Ao mesmo tempo, tem quem compre algo que é mais caro pensando que está comprando algo melhor (não compra na Shein, mas compra na Zara, porque é mais famosa, conhecida e tem “cara de grife”), pensando que o preço está relacionado com a qualidade – e nem sempre está. Eu já falei sobre isso e ensinei como comprar Zara na Aliexpress para te ajudar a economizar!
Percebe que a pessoa que compra a peça na Zara por R$379 acha que está comprando algo melhor do que a peça que custa R$92 na Aliexpress, mas na verdade está pagando mais caro numa peça que custou muito menos (é por isso que as marcas que usam trabalho escravo conseguem ter lucro mesmo nas liquidações).

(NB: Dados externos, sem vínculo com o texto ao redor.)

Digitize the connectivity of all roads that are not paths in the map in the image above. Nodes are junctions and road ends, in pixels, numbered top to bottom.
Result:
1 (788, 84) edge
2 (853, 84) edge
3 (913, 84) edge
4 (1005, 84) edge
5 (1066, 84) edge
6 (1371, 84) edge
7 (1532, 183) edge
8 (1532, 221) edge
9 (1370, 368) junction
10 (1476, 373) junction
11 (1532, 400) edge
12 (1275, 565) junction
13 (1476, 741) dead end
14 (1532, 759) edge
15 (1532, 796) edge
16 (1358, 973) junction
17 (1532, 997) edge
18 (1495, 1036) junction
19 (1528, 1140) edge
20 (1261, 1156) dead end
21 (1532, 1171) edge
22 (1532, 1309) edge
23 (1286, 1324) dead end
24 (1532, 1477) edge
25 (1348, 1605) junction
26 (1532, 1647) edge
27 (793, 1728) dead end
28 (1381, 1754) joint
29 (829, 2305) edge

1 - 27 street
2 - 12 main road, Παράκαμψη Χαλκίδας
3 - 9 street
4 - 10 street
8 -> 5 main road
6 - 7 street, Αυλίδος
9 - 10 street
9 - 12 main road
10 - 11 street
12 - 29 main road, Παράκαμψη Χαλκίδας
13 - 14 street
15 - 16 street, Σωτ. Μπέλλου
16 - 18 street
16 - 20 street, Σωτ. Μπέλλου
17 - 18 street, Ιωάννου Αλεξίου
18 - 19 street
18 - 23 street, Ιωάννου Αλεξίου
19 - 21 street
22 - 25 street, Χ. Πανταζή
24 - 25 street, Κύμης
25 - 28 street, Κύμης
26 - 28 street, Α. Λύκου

E é por isso que eu falei lá no começo do texto que o consumo consciente é um dos maiores pilares do meu trabalho. A economia é um dos benefícios da consultoria de estilo porque os clientes aprendem a comprar melhor e economizam, tanto na hora de comprar algo que realmente tenha qualidade e valha o custo benefício (que eu ensino a calcular aqui nesse outro texto) quanto por não sentir falta de ter mais peças, porque ganha mais repertório de moda e do seu estilo pessoal.
Essas pessoas acabam descartando parte das roupas que estão paradas no guarda-roupas (por motivos variados) e substituindo por alguma coisa mais nova, que não são, necessariamente, diferentes do que foi descartado. A moda é cíclica e a peça que você jogou fora hoje vai ser comprada de novo em alguns anos – por você, numa outra loja, ou por outra pessoa, em projetos como o Atacama Re-commerce.
Eu estou fazendo a minha parte, como consultora de estilo e como cidadã / consumidora. E você?